When copying the listing below, skip every picture and keep each word as it stands.
== Exercise data
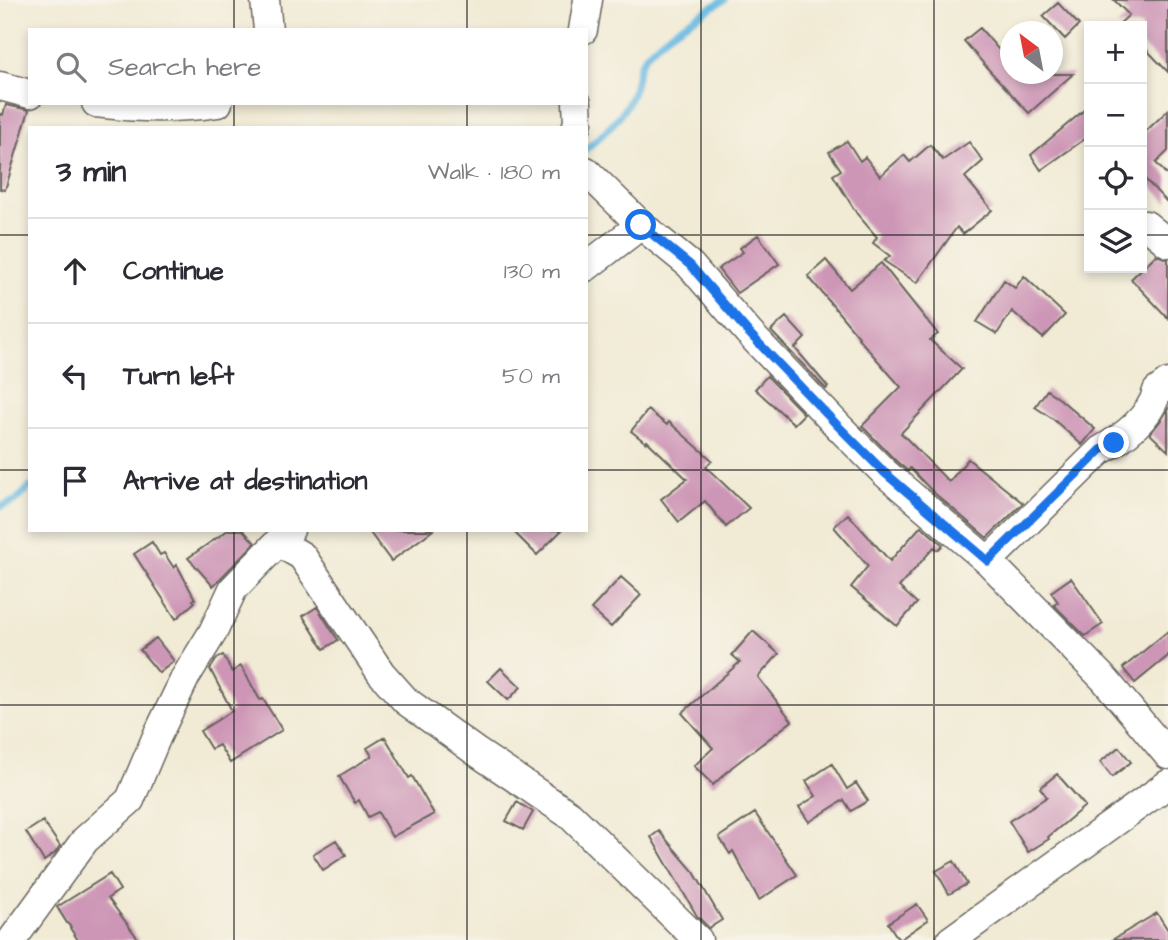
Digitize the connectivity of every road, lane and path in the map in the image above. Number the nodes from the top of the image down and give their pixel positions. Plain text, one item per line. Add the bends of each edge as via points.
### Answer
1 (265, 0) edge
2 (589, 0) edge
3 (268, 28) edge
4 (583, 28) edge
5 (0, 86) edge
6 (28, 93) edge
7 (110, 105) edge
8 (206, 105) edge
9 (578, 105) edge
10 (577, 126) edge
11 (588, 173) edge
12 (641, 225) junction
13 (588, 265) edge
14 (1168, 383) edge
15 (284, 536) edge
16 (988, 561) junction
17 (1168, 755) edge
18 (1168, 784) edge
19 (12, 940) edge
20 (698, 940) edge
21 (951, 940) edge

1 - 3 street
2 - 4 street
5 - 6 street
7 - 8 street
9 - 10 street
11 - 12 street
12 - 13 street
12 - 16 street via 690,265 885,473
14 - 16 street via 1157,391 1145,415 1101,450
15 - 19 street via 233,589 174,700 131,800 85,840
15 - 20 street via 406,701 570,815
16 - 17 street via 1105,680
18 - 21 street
====
Response to the exercise:
Digitize the connectivity of every road, lane and path in the map in the image above. Number the nodes from the top of the image down and give their pixel positions. Plain text, one item per line. Add the bends of each edge as via points.
### Answer
1 (265, 0) edge
2 (589, 0) edge
3 (268, 28) edge
4 (583, 28) edge
5 (0, 86) edge
6 (28, 93) edge
7 (110, 105) edge
8 (206, 105) edge
9 (578, 105) edge
10 (577, 126) edge
11 (588, 173) edge
12 (641, 225) junction
13 (588, 265) edge
14 (1168, 383) edge
15 (284, 536) edge
16 (988, 561) junction
17 (1168, 755) edge
18 (1168, 784) edge
19 (12, 940) edge
20 (698, 940) edge
21 (951, 940) edge

1 - 3 street
2 - 4 street
5 - 6 street
7 - 8 street
9 - 10 street
11 - 12 street
12 - 13 street
12 - 16 street via 690,265 885,473
14 - 16 street via 1157,391 1145,415 1101,450
15 - 19 street via 233,589 174,700 131,800 85,840
15 - 20 street via 406,701 570,815
16 - 17 street via 1105,680
18 - 21 street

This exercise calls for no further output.